Grouping without resampling dates returns a DataFrame
when I apply a function which returns a labeled Series
, or a Series
if the function returns a scalar:
In [1]: import pandas as pd
In [2]: df = pd.DataFrame({'date': ['10/10/2000', '11/10/2000'], 'value': [10, 13]})
In [3]: def sumfunc(x):
...: return pd.Series([x['value'].sum()], ('sum',))
...:
In [4]: df.groupby(pd.Grouper(key='date')).apply(sumfunc)
Out[4]:
sum
date
10/10/2000 10
11/10/2000 13
In [5]: type(df.groupby(pd.Grouper(key='date')).apply(sumfunc))
Out[5]: pandas.core.frame.DataFrame
In [17]: df.groupby(pd.Grouper(key='date')).apply(lambda x: x.value.sum())
Out[17]:
date
2000-10-10 10
2000-11-10 13
dtype: int64
In [18]: type(df.groupby(pd.Grouper(key='date')).apply(lambda x: x.value.sum()))
Out[18]: pandas.core.series.Series
If I apply a frequency in the Grouper
, I get a Series
with a multi-index when the function returns a labeled Series
, or a TypeError
when it returns a scalar.
In [6]: df['date'] = pd.to_datetime(df['date'])
In [7]: df.groupby(pd.Grouper(freq='M', key='date')).apply(sumfunc)
Out[7]:
date
2000-10-31 sum 10
2000-11-30 sum 13
dtype: int64
In [8]: type(df.groupby(pd.Grouper(freq='M', key='date')).apply(sumfunc))
Out[8]: pandas.core.series.Series
In [16]: df.groupby(pd.Grouper(freq='M', key='date')).apply(lambda x: x.value.sum())
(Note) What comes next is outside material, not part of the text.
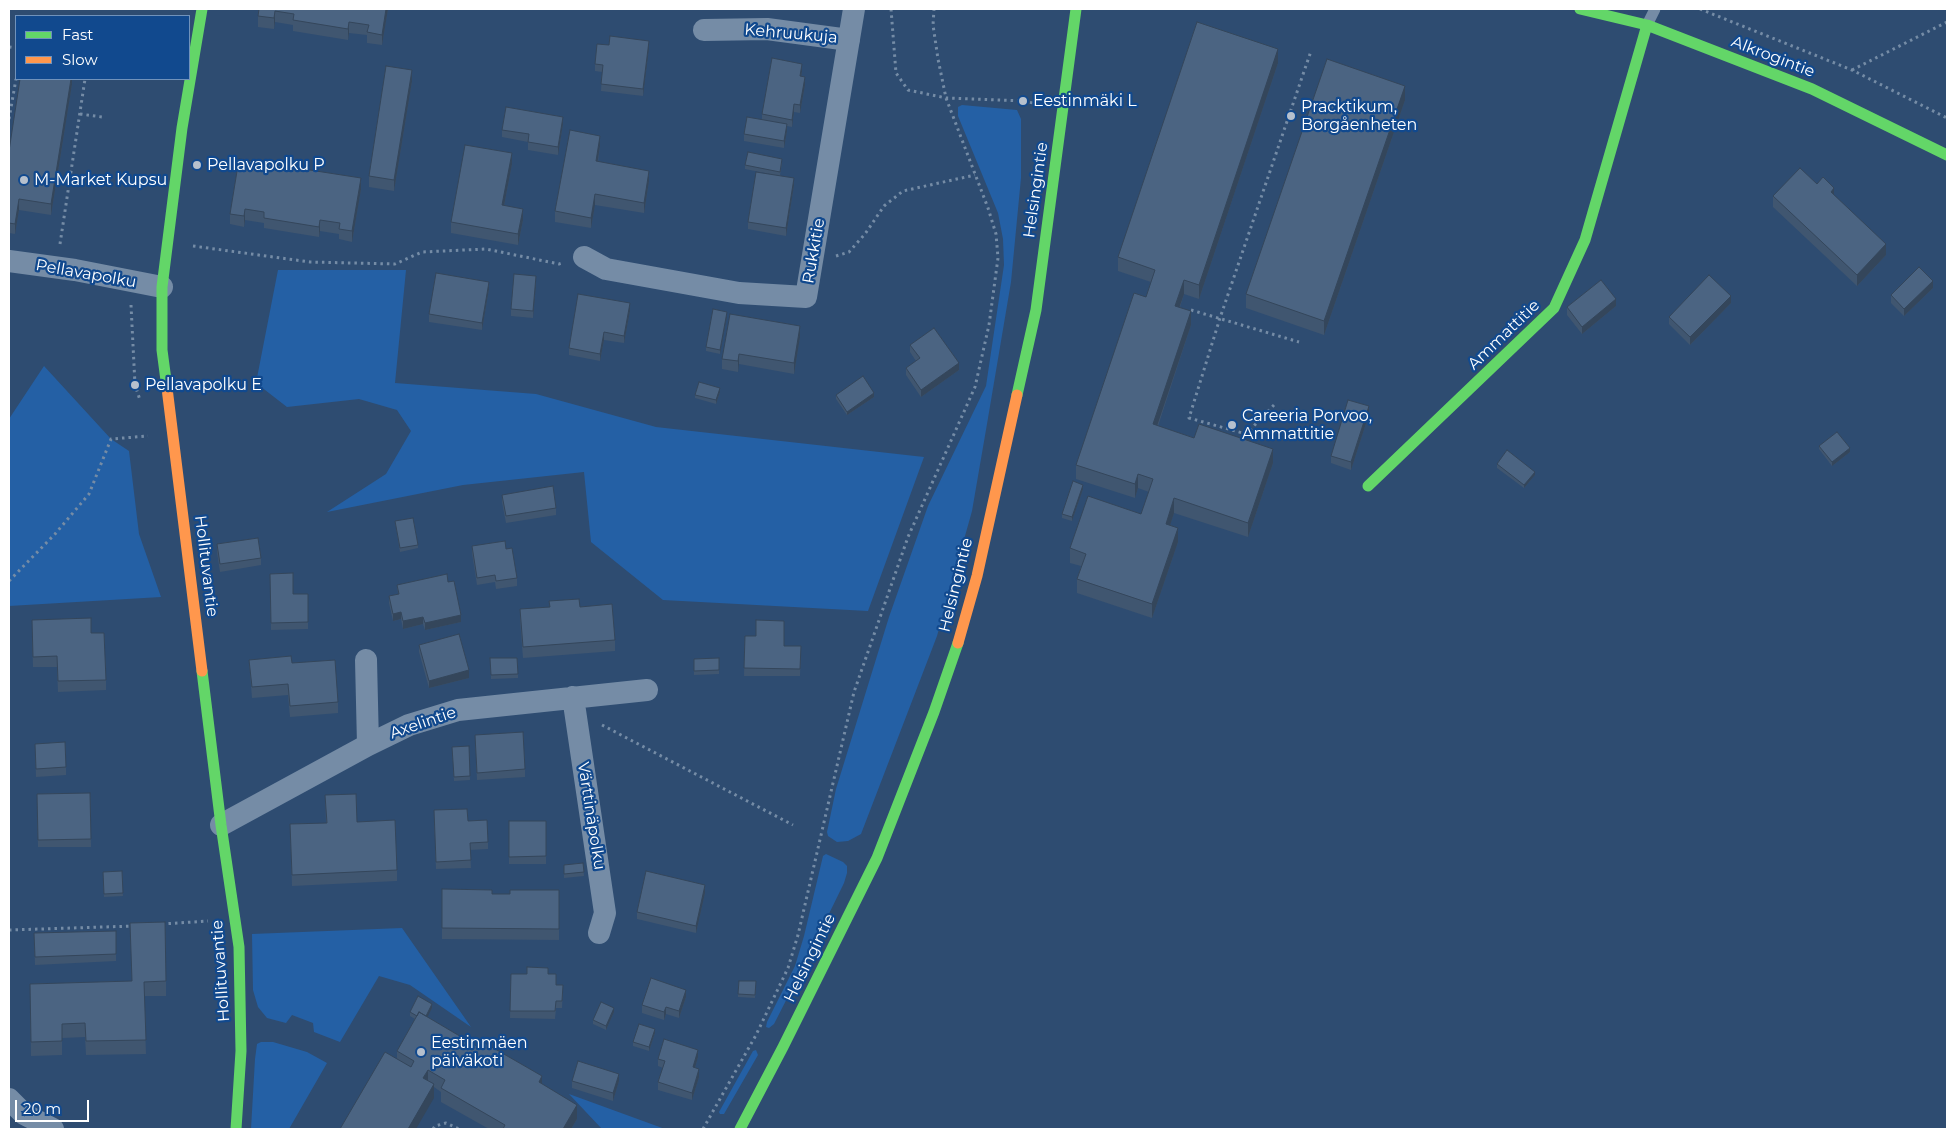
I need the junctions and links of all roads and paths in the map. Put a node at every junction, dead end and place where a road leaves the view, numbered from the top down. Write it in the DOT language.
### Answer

---------------------------------------------------------------------------
TypeError Traceback (most recent call last)
<ipython-input-16-ad73d0ebc475> in <module>()
----> 1 df.groupby(pd.Grouper(freq='M', key='date')).apply(lambda x: x.value.sum())
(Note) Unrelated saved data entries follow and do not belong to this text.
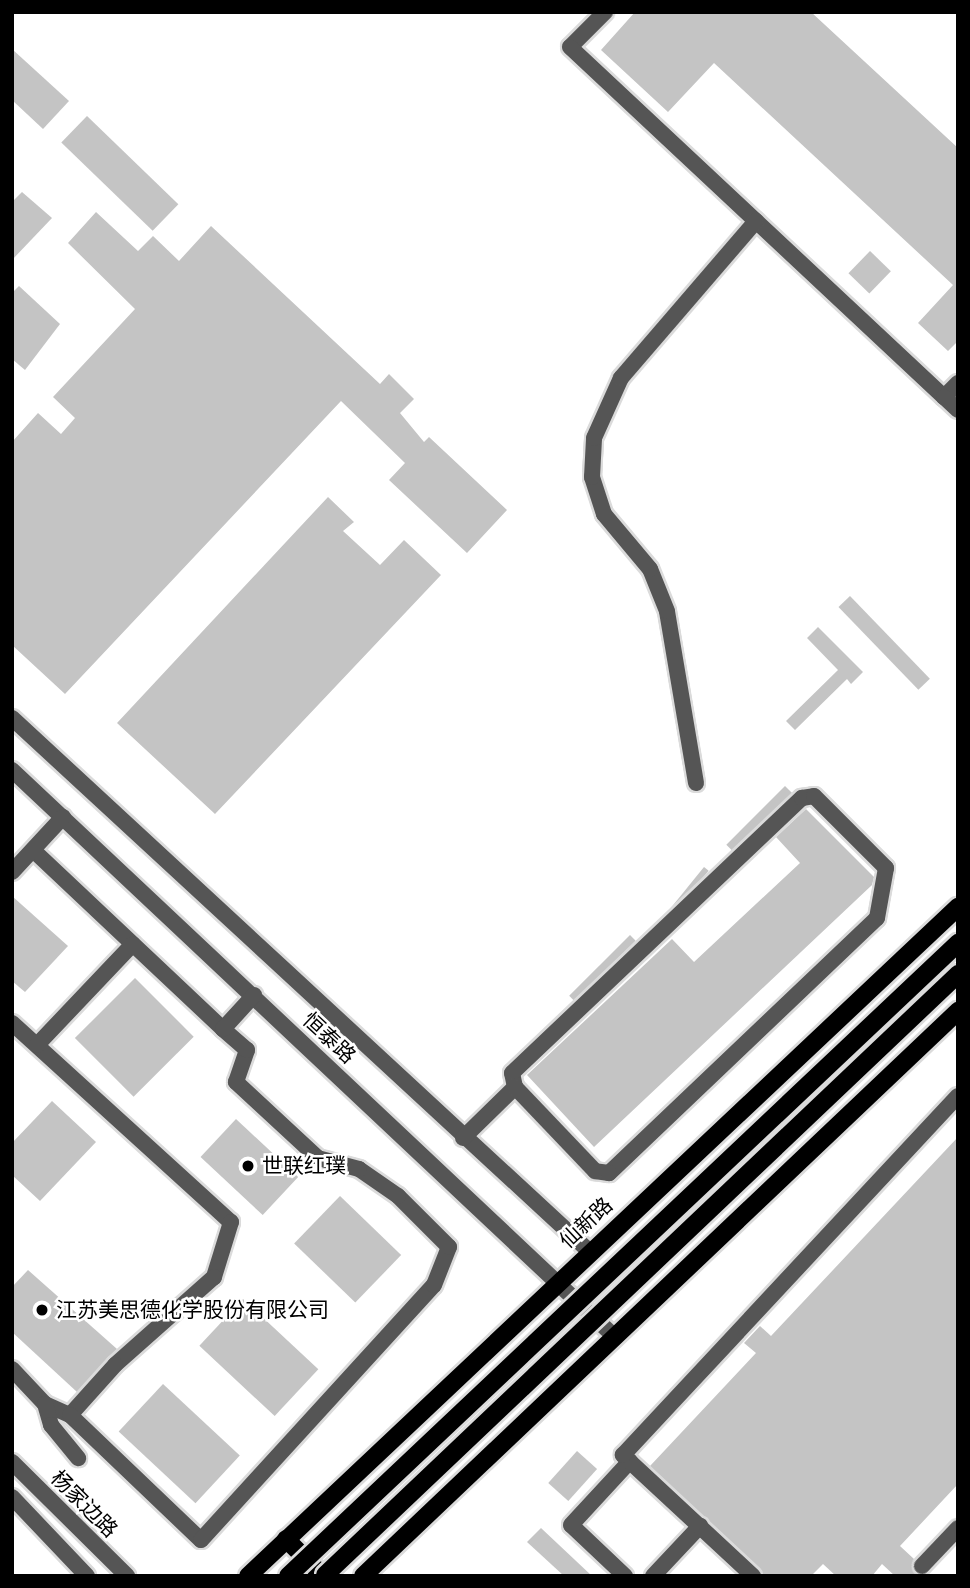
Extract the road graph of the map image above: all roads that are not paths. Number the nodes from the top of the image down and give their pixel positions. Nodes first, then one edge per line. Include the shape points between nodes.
1 (605, 12) edge
2 (756, 221) junction
3 (958, 383) edge
4 (944, 397) junction
5 (958, 410) edge
6 (12, 718) edge
7 (12, 770) edge
8 (696, 783) dead end
9 (63, 817) junction
10 (33, 850) junction
11 (12, 872) edge
12 (958, 907) edge
13 (958, 943) edge
14 (133, 944) junction
15 (958, 974) edge
16 (254, 995) junction
17 (958, 1012) edge
18 (12, 1023) edge
19 (223, 1029) junction
20 (37, 1045) junction
21 (515, 1087) junction
22 (958, 1096) edge
23 (463, 1138) junction
24 (589, 1251) junction
25 (557, 1283) junction
26 (615, 1338) junction
27 (13, 1372) edge
28 (45, 1404) junction
29 (70, 1415) junction
30 (78, 1458) dead end
31 (630, 1461) junction
32 (12, 1462) edge
33 (12, 1497) edge
34 (699, 1526) junction
35 (958, 1528) edge
36 (286, 1539) junction
37 (922, 1566) dead end
38 (324, 1575) edge
39 (364, 1575) edge
40 (87, 1576) edge
41 (127, 1576) edge
42 (248, 1576) edge
43 (288, 1576) edge
44 (625, 1576) edge
45 (653, 1576) edge
46 (753, 1576) edge

1 - 2 street via 570,47
2 - 4 street
2 - 8 street via 621,378 594,438 592,477 604,514 650,569 667,611
3 - 4 street
4 - 5 street
6 - 23 street, 恒泰路
7 - 9 street, 恒泰路
9 - 10 street
9 - 16 street, 恒泰路
10 - 11 street
10 - 14 street
12 - 24 main road, 仙新路
13 - 43 main road, bridge
14 - 19 street
14 - 20 street
15 - 38 main road, bridge
16 - 19 street
16 - 25 street, 恒泰路
17 - 26 main road
18 - 20 street
19 - 29 street via 247,1051 236,1082 318,1158 359,1169 398,1196 449,1247 434,1285 201,1540
20 - 29 street via 231,1222 214,1277 115,1365
21 - 21 street via 512,1073 802,798 814,796 886,868 877,918 609,1173 595,1171
21 - 23 street
22 - 31 street via 623,1455
23 - 24 street, 恒泰路
24 - 25 main road, 仙新路
25 - 26 street, 恒泰路
25 - 36 main road, 仙新路
26 - 39 main road
27 - 28 street
28 - 29 street
28 - 30 street via 51,1425
31 - 34 street
31 - 44 street via 571,1525
32 - 41 street, 杨家边路
33 - 40 street
34 - 45 street
34 - 46 street
35 - 37 street
36 - 38 main road
36 - 42 main road, 仙新路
/Users/shoover/.py35/lib/python3.5/site-packages/pandas/core/groupby.py in apply(self, func, *args, **kwargs)
713 # ignore SettingWithCopy here in case the user mutates
714 with option_context('mode.chained_assignment',None):
--> 715 return self._python_apply_general(f)
716
717 def _python_apply_general(self, f):
/Users/shoover/.py35/lib/python3.5/site-packages/pandas/core/groupby.py in _python_apply_general(self, f)
720
721 return self._wrap_applied_output(keys, values,
--> 722 not_indexed_same=mutated)
723
724 def aggregate(self, func, *args, **kwargs):
/Users/shoover/.py35/lib/python3.5/site-packages/pandas/core/groupby.py in _wrap_applied_output(self, keys, values, not_indexed_same)
3253 # Handle cases like BinGrouper
3254 return self._concat_objects(keys, values,
-> 3255 not_indexed_same=not_indexed_same)
3256
3257 def _transform_general(self, func, *args, **kwargs):
/Users/shoover/.py35/lib/python3.5/site-packages/pandas/core/groupby.py in _concat_objects(self, keys, values, not_indexed_same)
1271 group_names = self.grouper.names
1272 result = concat(values, axis=self.axis, keys=group_keys,
-> 1273 levels=group_levels, names=group_names)
1274 else:
1275
/Users/shoover/.py35/lib/python3.5/site-packages/pandas/tools/merge.py in concat(objs, axis, join, join_axes, ignore_index, keys, levels, names, verify_integrity, copy)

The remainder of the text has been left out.